**Your assignment:**
An exact copy of the entries is needed, with every line included.

Stored data entries
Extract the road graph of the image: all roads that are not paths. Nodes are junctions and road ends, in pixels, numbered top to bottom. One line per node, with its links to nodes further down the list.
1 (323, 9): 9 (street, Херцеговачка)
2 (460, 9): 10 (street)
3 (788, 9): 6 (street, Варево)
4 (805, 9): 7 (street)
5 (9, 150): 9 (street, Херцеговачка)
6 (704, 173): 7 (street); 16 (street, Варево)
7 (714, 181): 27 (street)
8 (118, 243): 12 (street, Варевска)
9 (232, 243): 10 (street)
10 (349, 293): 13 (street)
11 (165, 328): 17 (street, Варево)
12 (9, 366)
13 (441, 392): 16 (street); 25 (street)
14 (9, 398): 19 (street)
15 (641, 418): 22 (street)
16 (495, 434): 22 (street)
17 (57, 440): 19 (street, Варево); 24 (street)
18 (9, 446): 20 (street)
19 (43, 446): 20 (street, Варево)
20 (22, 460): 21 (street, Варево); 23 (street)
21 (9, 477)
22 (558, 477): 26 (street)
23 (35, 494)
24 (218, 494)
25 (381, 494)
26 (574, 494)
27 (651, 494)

**The answer:**
Extract the road graph of the image: all roads that are not paths. Nodes are junctions and road ends, in pixels, numbered top to bottom. One line per node, with its links to nodes further down the list.
1 (323, 9): 9 (street, Херцеговачка)
2 (460, 9): 10 (street)
3 (788, 9): 6 (street, Варево)
4 (805, 9): 7 (street)
5 (9, 150): 9 (street, Херцеговачка)
6 (704, 173): 7 (street); 16 (street, Варево)
7 (714, 181): 27 (street)
8 (118, 243): 12 (street, Варевска)
9 (232, 243): 10 (street)
10 (349, 293): 13 (street)
11 (165, 328): 17 (street, Варево)
12 (9, 366)
13 (441, 392): 16 (street); 25 (street)
14 (9, 398): 19 (street)
15 (641, 418): 22 (street)
16 (495, 434): 22 (street)
17 (57, 440): 19 (street, Варево); 24 (street)
18 (9, 446): 20 (street)
19 (43, 446): 20 (street, Варево)
20 (22, 460): 21 (street, Варево); 23 (street)
21 (9, 477)
22 (558, 477): 26 (street)
23 (35, 494)
24 (218, 494)
25 (381, 494)
26 (574, 494)
27 (651, 494)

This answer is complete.